MidiNet: A Convolutional Generative Adversarial Network for Symbolic-domain Music Generation
This addresses music generation for creative applications, offering a novel CNN-based approach in a domain dominated by RNNs, though it is incremental as it builds on existing GAN and conditional mechanisms.
The authors tackled symbolic-domain music generation by proposing MidiNet, a convolutional generative adversarial network that generates melodies one bar at a time, with results from a user study showing it performs comparably to MelodyRNN in realism and pleasantness but is reported as much more interesting.

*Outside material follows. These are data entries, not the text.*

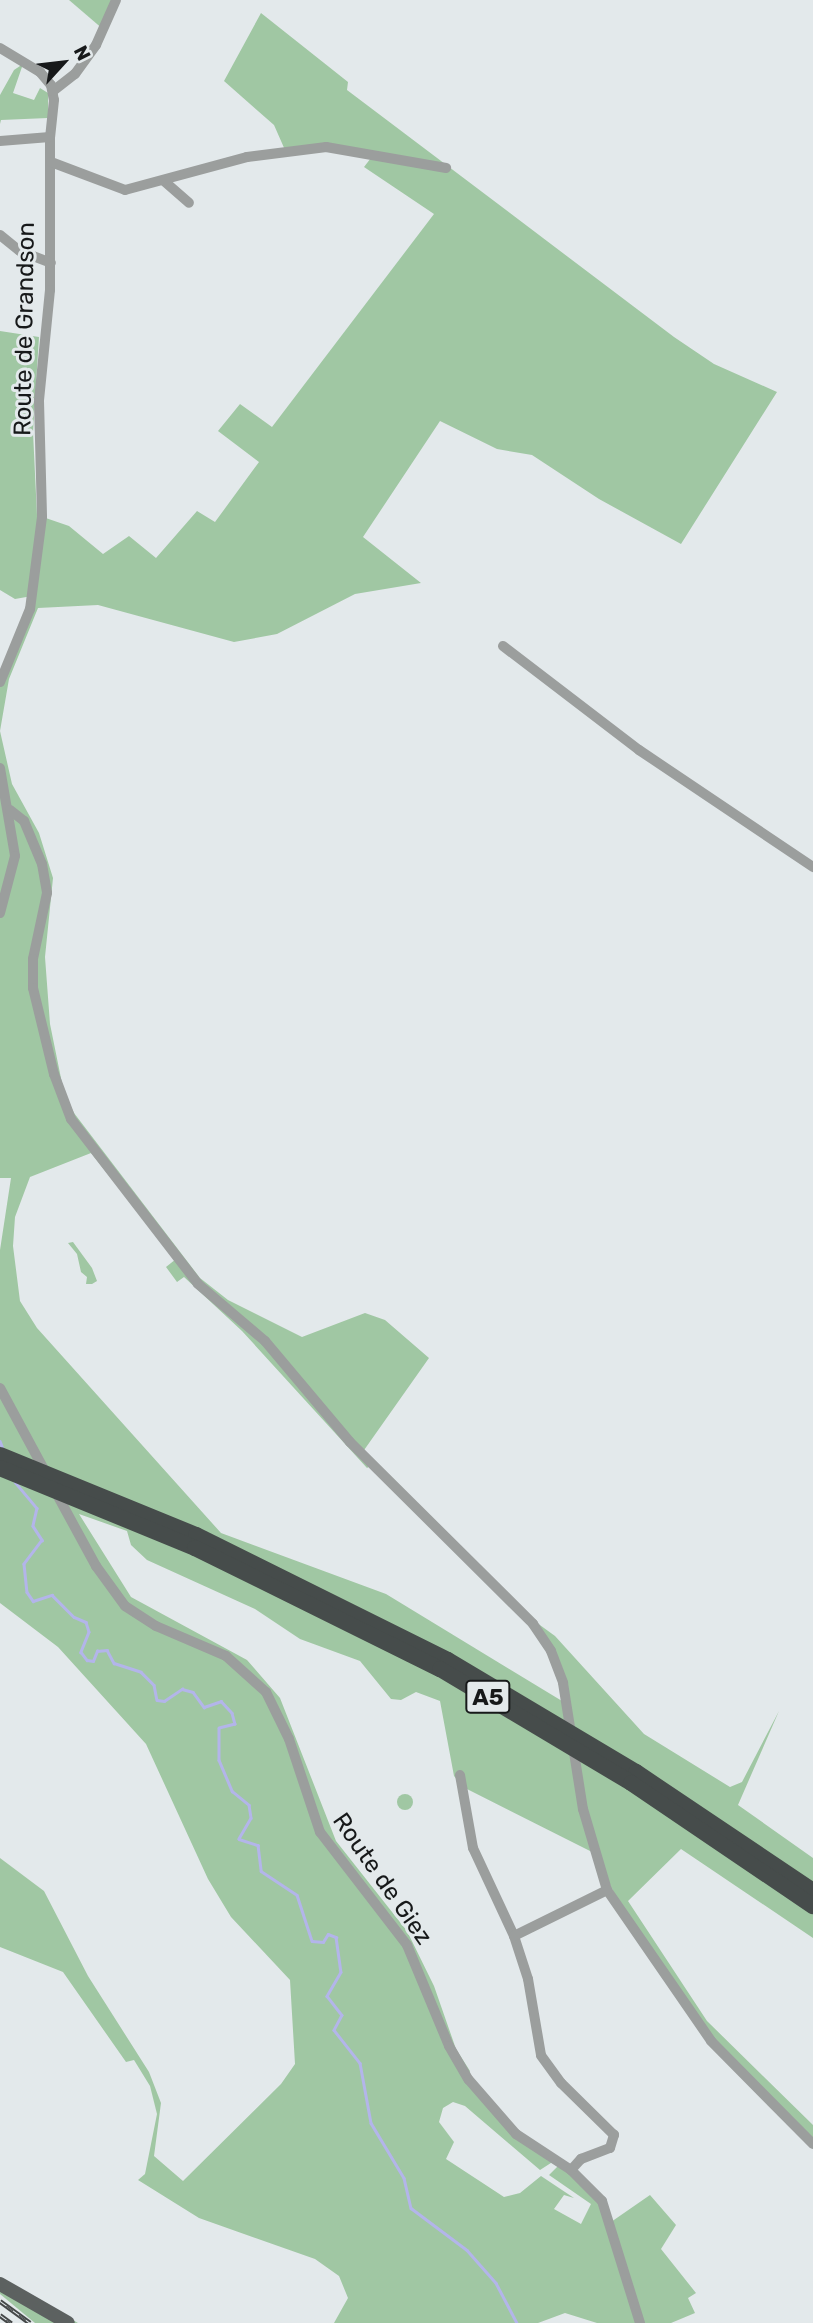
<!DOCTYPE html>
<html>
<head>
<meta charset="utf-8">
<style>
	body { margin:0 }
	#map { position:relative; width:813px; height:2323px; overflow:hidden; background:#e3e9eb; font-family:Rubik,sans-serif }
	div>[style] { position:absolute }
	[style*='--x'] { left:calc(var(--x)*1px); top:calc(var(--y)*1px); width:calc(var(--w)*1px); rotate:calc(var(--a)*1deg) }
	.green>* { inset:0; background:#a0c7a3 }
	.round { border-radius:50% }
	.stream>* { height:2.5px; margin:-1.25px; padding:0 1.25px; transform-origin:1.25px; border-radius:1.25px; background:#b3b5ea }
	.minor>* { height:10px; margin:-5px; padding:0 5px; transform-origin:5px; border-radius:5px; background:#9b9e9d }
	.major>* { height:14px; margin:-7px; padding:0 7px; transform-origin:7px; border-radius:7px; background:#5c6160 }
	.highway>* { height:16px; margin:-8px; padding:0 8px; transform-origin:8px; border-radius:8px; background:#464c4b }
	.rail>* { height:5px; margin-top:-2.5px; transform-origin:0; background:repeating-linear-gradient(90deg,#e3e9eb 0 8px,#444748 0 16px); box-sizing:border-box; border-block:2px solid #444748 }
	span { translate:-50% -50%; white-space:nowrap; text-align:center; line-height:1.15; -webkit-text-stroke:6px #e3e9eb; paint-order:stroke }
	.shield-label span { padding:2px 5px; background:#e3e9eb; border:2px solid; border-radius:5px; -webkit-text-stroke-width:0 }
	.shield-label { font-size:23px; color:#17191a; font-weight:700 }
	.street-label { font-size:24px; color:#17191a }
	.north { position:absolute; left:28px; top:28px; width:70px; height:70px; -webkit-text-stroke:5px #e3e9eb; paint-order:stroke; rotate:63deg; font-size:19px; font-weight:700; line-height:28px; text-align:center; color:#17191a }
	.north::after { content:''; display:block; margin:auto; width:24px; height:32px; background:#17191a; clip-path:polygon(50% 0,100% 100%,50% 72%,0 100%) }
</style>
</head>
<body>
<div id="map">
	<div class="green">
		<div style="clip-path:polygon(69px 0,116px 0,104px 30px)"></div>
		<div style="clip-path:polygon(261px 13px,348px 82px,347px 90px,674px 337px,714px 364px,777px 392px,681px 544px,599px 499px,532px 455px,497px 449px,440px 421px,363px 537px,421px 583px,355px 594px,277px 634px,234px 642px,98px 605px,38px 608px,9px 679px,0 731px,12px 784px,39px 833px,53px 878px,45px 957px,50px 1024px,64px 1093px,74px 1113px,200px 1278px,228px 1300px,302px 1337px,365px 1313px,385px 1320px,429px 1358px,362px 1453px,373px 1464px,367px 1468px,242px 1331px,184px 1277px,177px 1282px,166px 1267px,176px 1259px,91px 1153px,30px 1177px,15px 1217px,13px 1246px,20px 1301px,37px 1328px,221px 1533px,386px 1594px,562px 1701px,556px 1661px,522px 1612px,555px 1636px,644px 1734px,730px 1787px,742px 1782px,779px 1711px,738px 1805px,813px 1858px,813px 1938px,681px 1849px,628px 1901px,707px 2021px,813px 2125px,813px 2144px,722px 2054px,634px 1932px,594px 1853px,463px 1787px,454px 1776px,440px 1701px,416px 1692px,401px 1700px,391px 1699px,360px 1661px,300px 1639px,255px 1609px,147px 1560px,131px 1545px,127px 1531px,79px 1514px,131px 1597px,247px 1660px,280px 1698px,336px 1841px,407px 1931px,434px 1986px,456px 2049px,470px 2071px,466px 2083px,506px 2127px,554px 2161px,540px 2170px,465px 2106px,453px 2102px,443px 2108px,439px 2122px,454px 2142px,446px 2159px,504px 2197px,520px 2193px,541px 2176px,574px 2198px,564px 2195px,554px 2209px,581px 2224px,591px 2204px,549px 2175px,560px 2164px,591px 2188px,611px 2222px,650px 2195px,676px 2225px,661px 2249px,696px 2293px,688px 2298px,695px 2313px,671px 2323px,597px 2323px,565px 2313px,538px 2323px,334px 2323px,348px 2298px,339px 2276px,315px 2259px,199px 2218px,138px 2180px,145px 2174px,157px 2114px,150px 2086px,134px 2060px,126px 2062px,63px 1972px,0 1947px,0 1858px,44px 1891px,88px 1976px,149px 2072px,161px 2103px,154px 2156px,183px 2181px,281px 2084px,295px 2064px,290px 1980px,231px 1917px,208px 1879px,146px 1744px,58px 1647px,0 1603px,0 1250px,11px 1178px,0 1178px,0 682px,32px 596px,15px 599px,0 590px,0 331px,39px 337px,33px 432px,37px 515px,69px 526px,103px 554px,129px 536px,156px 558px,197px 511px,215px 522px,259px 462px,218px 431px,240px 404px,272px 427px,434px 214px,364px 167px,374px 154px,285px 150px,274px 125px,224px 81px)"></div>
		<div style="clip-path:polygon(23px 64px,13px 93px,34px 100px,40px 88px,48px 93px,48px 118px,1px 120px,0 124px,0 95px,14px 70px)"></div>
		<div style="clip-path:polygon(73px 1242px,92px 1268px,97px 1281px,92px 1284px,86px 1284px,87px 1277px,81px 1272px,77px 1254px,68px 1243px)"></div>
		<div class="round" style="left:397px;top:1794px;width:16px;height:16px"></div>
		<div style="clip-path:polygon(0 2277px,78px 2323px,35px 2323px,0 2294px)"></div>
	</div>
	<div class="stream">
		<div style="--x:0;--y:1441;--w:9;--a:69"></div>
		<div style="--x:15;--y:1482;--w:34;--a:50"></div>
		<div style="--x:37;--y:1508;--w:18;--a:103"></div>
		<div style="--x:33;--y:1526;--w:17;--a:57"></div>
		<div style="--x:42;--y:1540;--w:30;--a:127"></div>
		<div style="--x:24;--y:1564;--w:28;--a:84"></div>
		<div style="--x:27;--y:1592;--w:11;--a:56"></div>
		<div style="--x:33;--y:1601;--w:20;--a:-18"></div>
		<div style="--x:52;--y:1595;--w:31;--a:45"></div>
		<div style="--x:74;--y:1617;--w:13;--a:23"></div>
		<div style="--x:86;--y:1622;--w:10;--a:73"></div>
		<div style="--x:89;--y:1632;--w:22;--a:112"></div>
		<div style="--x:81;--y:1652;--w:10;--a:53"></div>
		<div style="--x:87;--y:1660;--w:6;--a:9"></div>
		<div style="--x:93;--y:1661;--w:11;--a:-68"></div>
		<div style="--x:97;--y:1651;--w:10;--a:-6"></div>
		<div style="--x:107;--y:1650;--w:15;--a:62"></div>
		<div style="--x:114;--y:1663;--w:28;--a:18"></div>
		<div style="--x:141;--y:1672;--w:18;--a:45"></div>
		<div style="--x:154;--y:1685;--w:15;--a:79"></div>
		<div style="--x:157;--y:1700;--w:7;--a:8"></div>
		<div style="--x:164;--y:1701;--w:22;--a:-34"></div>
		<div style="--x:182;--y:1689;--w:11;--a:15"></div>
		<div style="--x:193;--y:1692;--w:19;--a:54"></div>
		<div style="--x:204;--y:1707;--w:18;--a:-19"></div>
		<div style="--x:221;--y:1701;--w:16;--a:47"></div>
		<div style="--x:232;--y:1713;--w:11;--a:75"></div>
		<div style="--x:235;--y:1724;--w:16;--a:166"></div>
		<div style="--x:219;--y:1728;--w:32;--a:90"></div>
		<div style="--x:219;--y:1760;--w:34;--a:67"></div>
		<div style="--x:232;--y:1791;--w:22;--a:39"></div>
		<div style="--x:249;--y:1805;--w:13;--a:81"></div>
		<div style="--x:251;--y:1818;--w:24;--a:120"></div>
		<div style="--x:239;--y:1839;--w:20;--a:18"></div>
		<div style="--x:258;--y:1845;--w:26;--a:83"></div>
		<div style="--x:261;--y:1871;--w:43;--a:33.7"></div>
		<div style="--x:297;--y:1895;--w:48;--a:71.9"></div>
		<div style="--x:312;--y:1941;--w:11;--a:5"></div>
		<div style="--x:323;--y:1942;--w:9;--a:-58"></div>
		<div style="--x:328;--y:1934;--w:9;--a:21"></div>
		<div style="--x:336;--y:1937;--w:35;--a:82"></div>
		<div style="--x:341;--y:1972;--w:28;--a:120"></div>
		<div style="--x:327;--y:1996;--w:24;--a:52"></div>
		<div style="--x:342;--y:2015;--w:17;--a:118"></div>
		<div style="--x:334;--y:2030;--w:42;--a:51.8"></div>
		<div style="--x:360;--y:2063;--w:61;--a:79.6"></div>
		<div style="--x:371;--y:2123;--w:64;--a:59"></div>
		<div style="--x:404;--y:2178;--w:31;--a:77"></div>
		<div style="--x:411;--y:2208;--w:70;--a:36.9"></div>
		<div style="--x:467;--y:2250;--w:44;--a:48.7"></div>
		<div style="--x:496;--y:2283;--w:45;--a:62.3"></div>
	</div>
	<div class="minor">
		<div style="--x:0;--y:48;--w:47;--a:31"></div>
		<div style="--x:40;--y:72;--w:17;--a:50"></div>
		<div style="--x:51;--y:85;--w:15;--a:79"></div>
		<div style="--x:54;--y:100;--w:37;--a:96"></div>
		<div style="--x:50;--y:137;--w:153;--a:90"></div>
		<div style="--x:50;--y:290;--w:112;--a:95.7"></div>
		<div style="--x:39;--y:401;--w:116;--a:88.5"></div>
		<div style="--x:42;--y:517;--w:93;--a:97.4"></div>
		<div style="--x:30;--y:609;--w:79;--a:112.3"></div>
		<div style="--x:53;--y:91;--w:28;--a:-38"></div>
		<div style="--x:75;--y:74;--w:36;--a:-54"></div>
		<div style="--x:96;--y:45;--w:49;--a:-66"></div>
		<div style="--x:0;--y:141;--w:50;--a:-4.6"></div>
		<div style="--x:51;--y:162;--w:79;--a:20.7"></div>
		<div style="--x:125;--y:190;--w:126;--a:-15.1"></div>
		<div style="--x:247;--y:157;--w:80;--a:-7.2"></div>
		<div style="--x:326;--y:147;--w:122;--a:9.9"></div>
		<div style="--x:164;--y:181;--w:33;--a:41"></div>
		<div style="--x:0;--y:235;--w:26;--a:39"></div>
		<div style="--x:20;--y:251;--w:33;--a:21"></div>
		<div style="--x:503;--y:646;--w:171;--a:37.4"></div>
		<div style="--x:639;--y:750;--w:210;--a:33.9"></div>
		<div style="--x:0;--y:768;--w:89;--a:80.3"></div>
		<div style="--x:15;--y:856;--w:59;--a:104.7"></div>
		<div style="--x:10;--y:810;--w:18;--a:38"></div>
		<div style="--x:24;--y:821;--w:47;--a:67.3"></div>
		<div style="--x:42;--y:864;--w:29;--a:80"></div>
		<div style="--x:47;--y:893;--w:67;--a:102"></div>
		<div style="--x:33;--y:959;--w:29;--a:90"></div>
		<div style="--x:33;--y:988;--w:89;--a:76.3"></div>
		<div style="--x:54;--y:1074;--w:48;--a:69.3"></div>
		<div style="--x:71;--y:1119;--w:208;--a:52.4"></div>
		<div style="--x:198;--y:1284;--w:88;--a:40.4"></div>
		<div style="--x:265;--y:1341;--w:132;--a:49.9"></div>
		<div style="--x:350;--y:1442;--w:258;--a:44.8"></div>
		<div style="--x:533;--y:1624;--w:32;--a:56"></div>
		<div style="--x:551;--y:1651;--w:34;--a:69"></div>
		<div style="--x:563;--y:1683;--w:128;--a:81"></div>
		<div style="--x:583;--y:1809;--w:84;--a:73.5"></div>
		<div style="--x:607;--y:1890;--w:183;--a:55.4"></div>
		<div style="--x:711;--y:2041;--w:145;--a:45.3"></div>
		<div style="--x:0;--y:1388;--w:99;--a:61.6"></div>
		<div style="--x:54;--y:1489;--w:88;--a:61.4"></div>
		<div style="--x:96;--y:1566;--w:49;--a:54.1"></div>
		<div style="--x:125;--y:1606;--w:37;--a:33"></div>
		<div style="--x:156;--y:1626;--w:76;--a:23.2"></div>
		<div style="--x:226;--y:1656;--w:54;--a:42"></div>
		<div style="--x:266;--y:1692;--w:52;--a:63.9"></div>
		<div style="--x:289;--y:1739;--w:98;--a:71.6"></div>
		<div style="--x:320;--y:1832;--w:143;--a:52.4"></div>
		<div style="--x:407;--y:1945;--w:109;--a:67.4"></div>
		<div style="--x:449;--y:2046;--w:39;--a:60"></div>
		<div style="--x:469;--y:2080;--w:72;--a:49"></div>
		<div style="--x:516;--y:2134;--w:66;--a:33.2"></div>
		<div style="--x:571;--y:2170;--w:44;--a:45"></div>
		<div style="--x:602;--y:2201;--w:128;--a:72.7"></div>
		<div style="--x:460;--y:1775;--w:74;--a:79.9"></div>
		<div style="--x:473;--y:1848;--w:97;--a:65"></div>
		<div style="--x:571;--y:2170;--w:15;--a:-48"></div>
		<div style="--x:581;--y:2159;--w:31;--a:-21"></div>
		<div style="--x:610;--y:2148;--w:14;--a:-73"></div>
		<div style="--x:614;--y:2135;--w:74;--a:-135.5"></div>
		<div style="--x:561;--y:2083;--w:34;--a:-126"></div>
		<div style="--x:541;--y:2055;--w:77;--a:-99.7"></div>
		<div style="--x:528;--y:1979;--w:45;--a:-108"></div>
		<div style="--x:514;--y:1936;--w:104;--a:-26.3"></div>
	</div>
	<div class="major">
		<div style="--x:0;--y:2284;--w:78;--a:29.8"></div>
	</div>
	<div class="highway">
		<div style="--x:0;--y:1455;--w:212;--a:22.2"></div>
		<div style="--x:196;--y:1535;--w:281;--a:26.4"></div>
		<div style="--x:448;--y:1660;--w:219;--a:30.8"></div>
		<div style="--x:636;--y:1772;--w:213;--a:33.9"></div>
		<div style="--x:0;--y:1468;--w:211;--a:22.3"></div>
		<div style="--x:195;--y:1548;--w:273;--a:26.3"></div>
		<div style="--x:440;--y:1669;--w:222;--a:30.8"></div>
		<div style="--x:631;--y:1783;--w:220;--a:34.1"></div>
	</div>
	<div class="rail">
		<div style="--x:0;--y:2301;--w:37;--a:36"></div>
		<div style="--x:0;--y:2315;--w:14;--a:36"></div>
	</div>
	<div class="shield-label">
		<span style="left:488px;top:1697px">A5</span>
	</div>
	<div class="street-label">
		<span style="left:25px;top:329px;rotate:-89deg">Route de Grandson</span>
		<span style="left:382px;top:1879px;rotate:55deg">Route de Giez</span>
	</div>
	<div class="north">N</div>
</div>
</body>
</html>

Most existing neural network models for music generation use recurrent neural networks. However, the recent WaveNet model proposed by DeepMind shows that convolutional neural networks (CNNs) can also generate realistic musical waveforms in the audio domain. Following this light, we investigate using CNNs for generating melody (a series of MIDI notes) one bar after another in the symbolic domain. In addition to the generator, we use a discriminator to learn the distributions of melodies, making it a generative adversarial network (GAN). Moreover, we propose a novel conditional mechanism to exploit available prior knowledge, so that the model can generate melodies either from scratch, by following a chord sequence, or by conditioning on the melody of previous bars (e.g. a priming melody), among other possibilities. The resulting model, named MidiNet, can be expanded to generate music with multiple MIDI channels (i.e. tracks). We conduct a user study to compare the melody of eight-bar long generated by MidiNet and by Google's MelodyRNN models, each time using the same priming melody. Result shows that MidiNet performs comparably with MelodyRNN models in being realistic and pleasant to listen to, yet MidiNet's melodies are reported to be much more interesting.